Bala's wish is granted and his business starts expanding and within a year he started building a new factory.
But Bala grows greedy and calls the jinn again, asking for more wealth and riches. But this time, the Jinn asks to mate with Alagini instead of her blood. A furious Bala refuses and tries to bargain with the jinn. He tries to send the jinn away, but the jinn refuses, saying Bala could call the jinn but he cannot send it back. It warns Bala that if it can make him rich, it can destroy him too.
Shortly after, a government ban on firecrackers was implemented, and that badly affected Bala's business. He moves all his stock and equipment inside the new factory. Very soon, it rained very hard and destroyed everything in the new factory, which had a poorly built base. Desperate to save his fortune, he goes to ask the jinn for help.
The jinn again asks to get intimate with Alagini again, and Balachandran refuses. The jinn mocks him, saying that his wife has been unfaithful to him and asks him to ask her about a person named Kailash. When he asks Alagini, she assures him that Kailash was just her childhood friend whom she liked as a teen, but nothing happened between them because Kailash never intended to marry Alagini.

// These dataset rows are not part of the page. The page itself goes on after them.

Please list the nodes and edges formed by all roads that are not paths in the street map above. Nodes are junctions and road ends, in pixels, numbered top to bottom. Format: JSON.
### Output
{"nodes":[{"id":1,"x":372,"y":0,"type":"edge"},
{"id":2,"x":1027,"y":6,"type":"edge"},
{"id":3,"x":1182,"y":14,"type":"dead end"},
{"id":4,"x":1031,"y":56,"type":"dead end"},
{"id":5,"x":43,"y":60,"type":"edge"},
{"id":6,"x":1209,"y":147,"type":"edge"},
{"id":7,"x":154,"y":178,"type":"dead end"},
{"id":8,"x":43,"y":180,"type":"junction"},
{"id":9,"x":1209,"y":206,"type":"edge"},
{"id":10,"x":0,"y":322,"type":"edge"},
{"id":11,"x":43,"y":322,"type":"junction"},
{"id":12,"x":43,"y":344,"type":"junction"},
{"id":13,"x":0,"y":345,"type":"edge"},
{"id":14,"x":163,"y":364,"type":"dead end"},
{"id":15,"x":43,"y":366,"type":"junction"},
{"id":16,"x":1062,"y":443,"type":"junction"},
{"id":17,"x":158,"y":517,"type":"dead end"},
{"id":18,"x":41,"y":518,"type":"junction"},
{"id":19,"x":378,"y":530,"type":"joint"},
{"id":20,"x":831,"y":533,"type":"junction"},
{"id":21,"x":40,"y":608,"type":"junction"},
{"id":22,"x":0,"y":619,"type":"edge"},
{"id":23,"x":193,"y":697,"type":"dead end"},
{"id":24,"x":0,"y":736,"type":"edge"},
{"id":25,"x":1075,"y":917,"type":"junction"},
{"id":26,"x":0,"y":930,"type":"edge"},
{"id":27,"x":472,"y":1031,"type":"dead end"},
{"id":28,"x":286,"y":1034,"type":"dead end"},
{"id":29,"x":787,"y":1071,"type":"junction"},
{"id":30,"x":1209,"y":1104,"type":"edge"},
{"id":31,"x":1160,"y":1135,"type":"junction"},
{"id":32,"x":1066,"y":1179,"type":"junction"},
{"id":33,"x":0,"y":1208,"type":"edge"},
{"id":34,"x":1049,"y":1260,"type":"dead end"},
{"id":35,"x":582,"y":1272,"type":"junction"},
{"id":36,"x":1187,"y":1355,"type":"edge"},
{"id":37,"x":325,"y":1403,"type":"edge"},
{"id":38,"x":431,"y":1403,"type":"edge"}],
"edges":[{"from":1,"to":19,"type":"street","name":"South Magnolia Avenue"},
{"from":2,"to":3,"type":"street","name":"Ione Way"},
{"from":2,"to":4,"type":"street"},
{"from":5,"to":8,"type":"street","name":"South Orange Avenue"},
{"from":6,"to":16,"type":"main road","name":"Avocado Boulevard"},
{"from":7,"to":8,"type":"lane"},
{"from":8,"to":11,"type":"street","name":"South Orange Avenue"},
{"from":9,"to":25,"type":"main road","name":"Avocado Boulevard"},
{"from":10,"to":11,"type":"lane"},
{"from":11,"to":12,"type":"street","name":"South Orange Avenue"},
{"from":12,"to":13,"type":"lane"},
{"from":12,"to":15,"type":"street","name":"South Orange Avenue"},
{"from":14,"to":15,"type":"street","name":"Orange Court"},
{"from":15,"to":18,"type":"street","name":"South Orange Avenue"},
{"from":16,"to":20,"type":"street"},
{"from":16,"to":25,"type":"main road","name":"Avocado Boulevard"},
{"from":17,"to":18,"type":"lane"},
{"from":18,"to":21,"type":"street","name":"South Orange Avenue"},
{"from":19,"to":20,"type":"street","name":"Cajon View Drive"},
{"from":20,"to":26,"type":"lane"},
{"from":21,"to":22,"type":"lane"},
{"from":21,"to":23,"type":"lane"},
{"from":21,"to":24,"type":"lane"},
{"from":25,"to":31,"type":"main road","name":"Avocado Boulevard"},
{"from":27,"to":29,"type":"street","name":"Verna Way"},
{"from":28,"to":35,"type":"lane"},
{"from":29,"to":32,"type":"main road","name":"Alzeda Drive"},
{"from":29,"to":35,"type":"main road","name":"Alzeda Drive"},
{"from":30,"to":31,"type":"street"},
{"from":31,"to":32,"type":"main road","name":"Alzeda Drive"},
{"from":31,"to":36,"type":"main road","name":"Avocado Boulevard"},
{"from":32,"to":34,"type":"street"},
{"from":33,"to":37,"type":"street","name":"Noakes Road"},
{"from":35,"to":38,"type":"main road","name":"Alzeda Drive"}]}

Bala feels ashamed for doubting his wife and goes back to tell the jinn that he was wrong to believe what it said. The jinn convinces him by showing him a vision of Alagini with Kailash.
Driven by anger and rage, a confused Bala asks his father for advice. His father tells him to let the jinn take his wife, because that's what he did as well. Bala realises that his mother didn't elope, but decides to sacrifice Alagini because he considers herself impure.

Balachandran asks Alagini to dress up as a newly wed bride for a puja he wants to conduct at the factory. When they reach the factory, the jinn thanked Bala for doing what it asked for. As it engulfs Alagini in flames, Bala accuses Alagini of lying to him. Alagini reminds him of their first night together, where there was blood on the bed they consummated, proving her innocence and virginity. She also informs him that she was pregnant.
A devastated Bala tries to plead to the jinn, but the jinn mocks him and leaves with Alagini.

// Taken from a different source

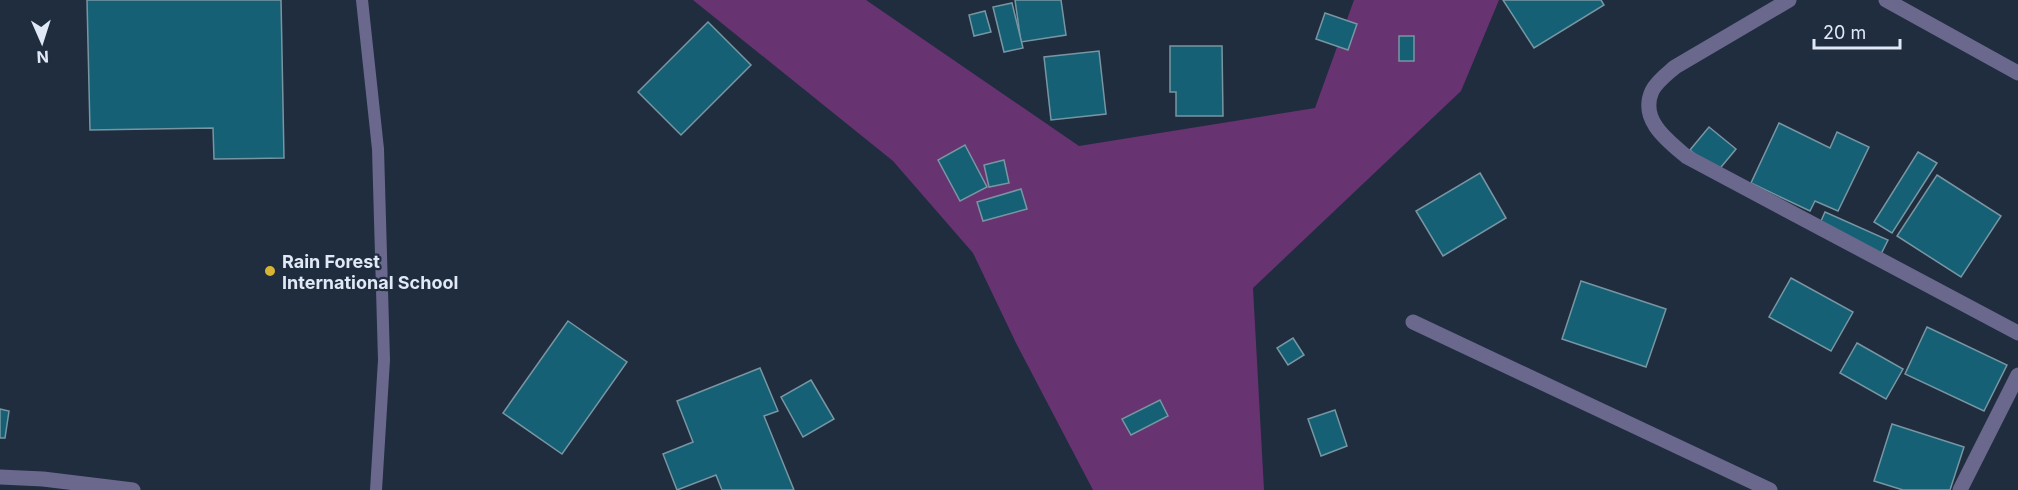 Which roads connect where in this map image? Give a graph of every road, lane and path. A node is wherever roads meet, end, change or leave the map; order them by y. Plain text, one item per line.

Bala goes home to meet his father, who asks him if the deal is done. Bala doesn't answer and suffocated his father to death with a pillow, blaming him for the death of his mother and Alagini. He later kills himself in the same factory.

As Ajay finished the story, his friends ask him where did this happen, and Ajay says that it happened right where they are. Realising that they are in the same factory where Bala and Alagini died, his friends panic. The ending shows a flash of a burning Alagini.

== Cast ==

- Srikanth Gurram as Balachandran
- Priyanka Sharma as Alagini
- Avinash Yelandur as Adhiban
- Srinivasa Murthy as Jinn (Voiceover)
- Kalidindi (KP)
- Shiva Prased
- Leela Venkatesh
- Dileep Kumar
- Nani kumar
- Ashasujay
- Steffi Louise
- Sukanya Gadavir

== Production ==
Director of the film mentioned that this is a "novel" horror story. The film was shot in Kerala and various locations in India. Later the trailer of the film was released on 13 September 2023. The film received U/A from the Censor Board and was released in five languages in theatres worldwide.

== Reception ==
A critic from News18 Telugu stated that it was a "Psychology action thriller with mythology" and rated it two point five out of five.